I’m thinking of something like a Ti3 or A01 AAA, or something a little bigger in AA. 3 - 5 modes, no blinkies preferred. Is there something like an S2+ that runs AA but keeps the S2+ price point? CR123 powered would work too. MAYBE LiIon, but it would have to be cheap and have an internal charger.
Goal - a small blue field light for an Army buddy.
Any thoughts on what emitter & host combination would work well for someone with only limited modding capabilities? The A01 or Ti3 would be about perfect, but I doubt I could get into one without a vice and hacksaw.
I’d think of a drop-in for a Surefire 6p or Nitrolon, but those tend to be a little on the expensive side and are probably single brightness like the original host…??
Depending on how bright you need it to be —- I just did a whole bunch of Tool aaa with Green XPEs—-about 75 lumens on high (surprising how bright they are ) — these work excellent for hunters going to stands — most of the time they use Mid mode — about 25 lumens
US military used to use Red as their low light / low discoverability flashlight color. It was shifting to Blue lights the last time it applied to me. My buddy is military, and this seems like a cool thing to give him.
It’s only needed for up-close work - map reading, checking vehicle/radio settings, etc, so a rather low lumen count is needed. Durability, common bateries, then small size are the driving needs.
What is involved in removing the dome and/or phosphor without destroying the emitter? The result is a mid to deep blue?
Hmmm… cheap battery holder, cheap driver(?), some LED stars with G3 variants — experimentation doesn’t sound like it would be too difficult or expensive.
Interesting, I had not heard about the switch to blue. Unfortunately, all the mounted Blue leds at MTN are on 16 or 20mm MCPB. Kaidomain has them. Maybe a cheap AA or AAA donor, although it’s hard to beat a Tool AAA or similar.
Unlike the G and G2, the G3 is a flip-chip, so no bond wires on top that you have to watch out for. So strangely enough, they’re pretty robust. People who tried regular dedoming would end up ripping off most of the phosphor layer anyway, so that very quickly fell out of favor, but you’d want to get rid of the phosphor as much as possible, so win-win.
It ends up just a regular blue emitter. Dunno exactly what wavelength, in the area of 470nm or so if I had to guess.
It’ll still cause mild fluorescence, like making copier-paper and sneakers glow, etc.
They are simple little lights— a pair of pointy tweezers in the driver holes removes a pill—you have to be careful —some are glued some aren’t — a little heat from a heat gun frees them up easily—once you get the pill out the LED board is easily accessible—you have to reflow your new LED to the tiny board though
I’m specifically not looking for UV. Making things glow is a problem from two sides - Joe Snuffy isn’t going to have any UV blocking glasses, particularly at night, and glowing things give those you’re fighting a nice way to know which direction to point their guns.

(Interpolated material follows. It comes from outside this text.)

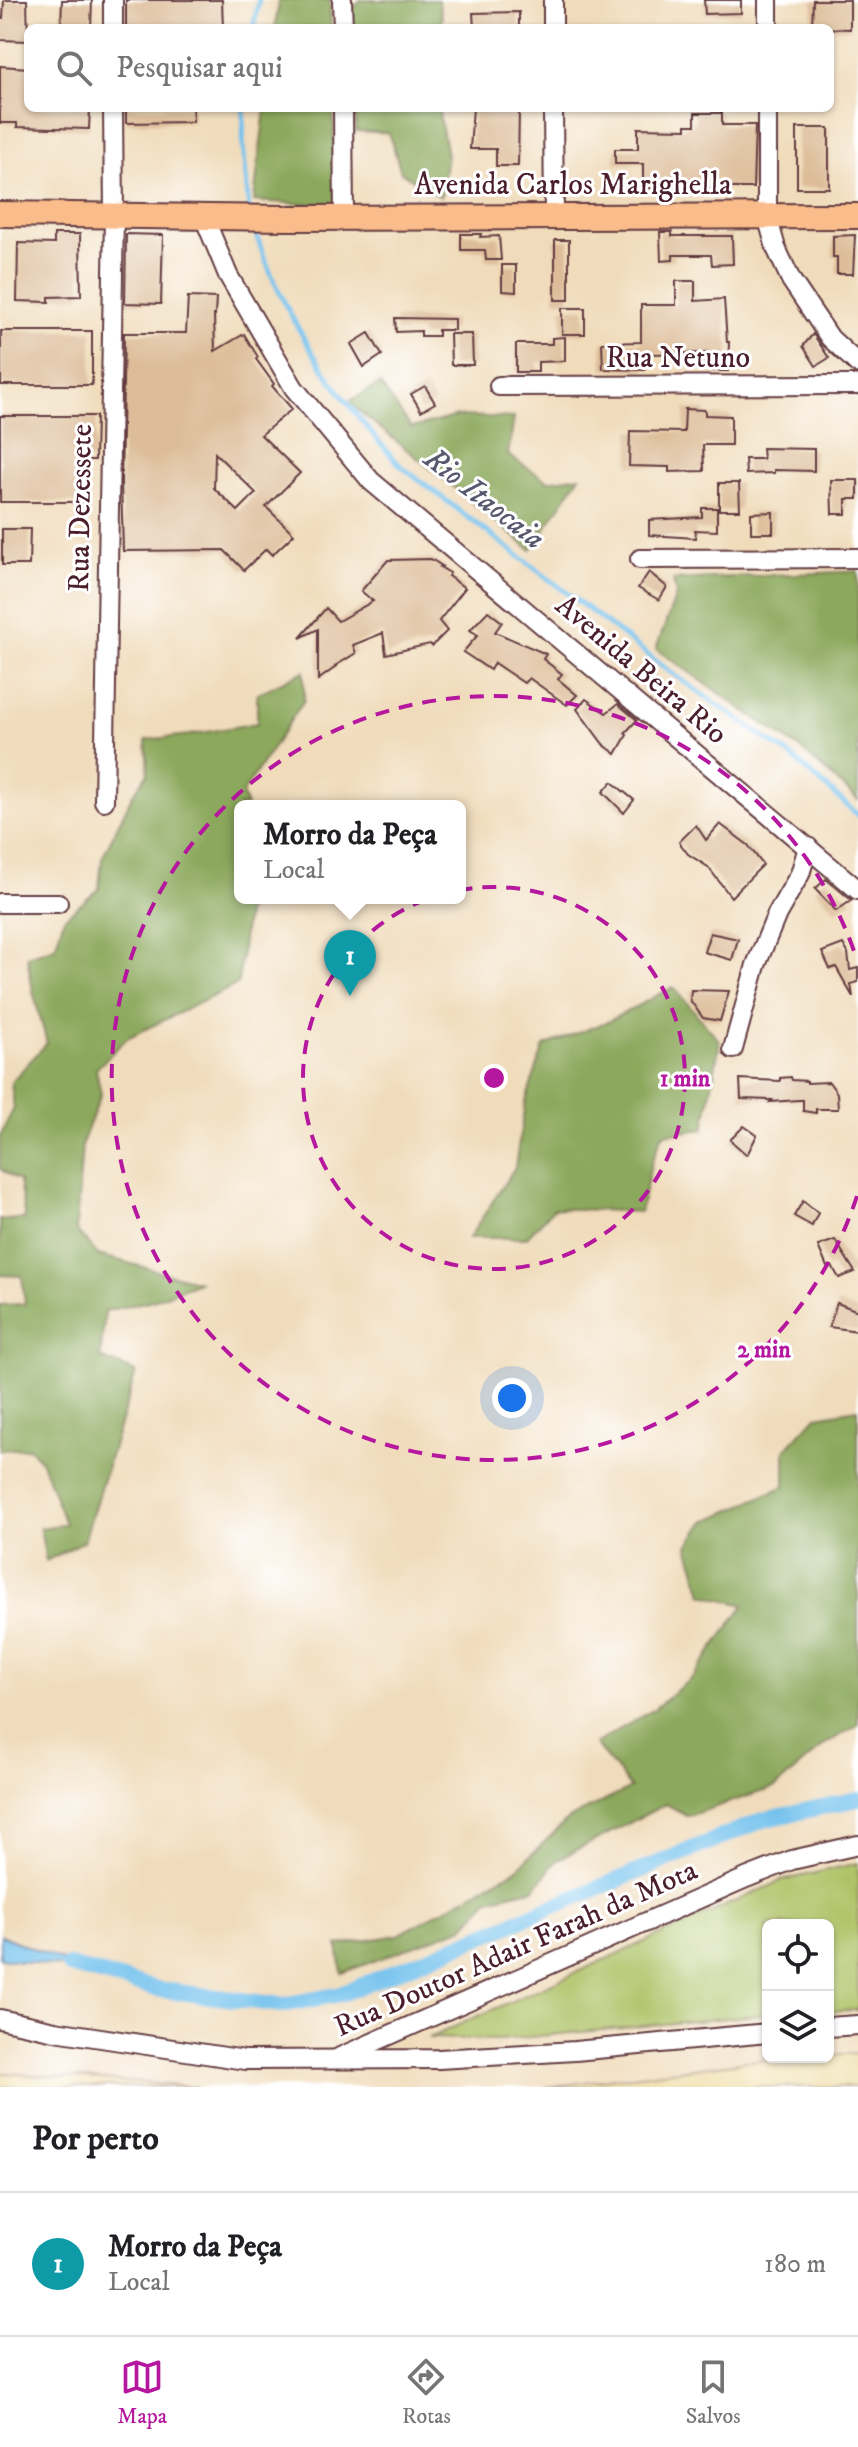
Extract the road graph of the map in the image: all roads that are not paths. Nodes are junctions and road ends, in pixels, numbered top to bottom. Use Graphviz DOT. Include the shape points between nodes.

I don’t know the specific wavelength I’m looking for, but it will be on the human-visible side of UV.
“G3”… XP-G3, XPL-G3, Lasagna-G3…?? I know just enough to ask the wrong questions in this realm.
Is there a simpler/cheaper experimental route to dedoming than a cell holder and the simplest driver & LED board Simon sells? I figure, worst case, if I trash an LED, a new mounted one will be cheap, and I can eventually replace the trashed emitter with something more interesting…. like something in the IR range.
I’ve swapped a Royal Blue XP-G3 450nm into a decorative MR16 bulb, specifically the XPGDRY-L1-0000-00601 from Mouser.
These are bright - so much so that a lower brightness bin (like say XPGDRY-L1-0000-00401), or even a Royal Blue XP-E (XPEROY-L1‑0000‑00902 / XPEROY-L1‑0000‑00A02) might actually be desirable for this use case.
Just throwing out a data point in case you’re looking for a bare emitter - I would assume de-domed emitters are similarly bright either way.
A moonlight mode would be handy, I really do believe blue light sickness exists after fooling with 405-450nm light.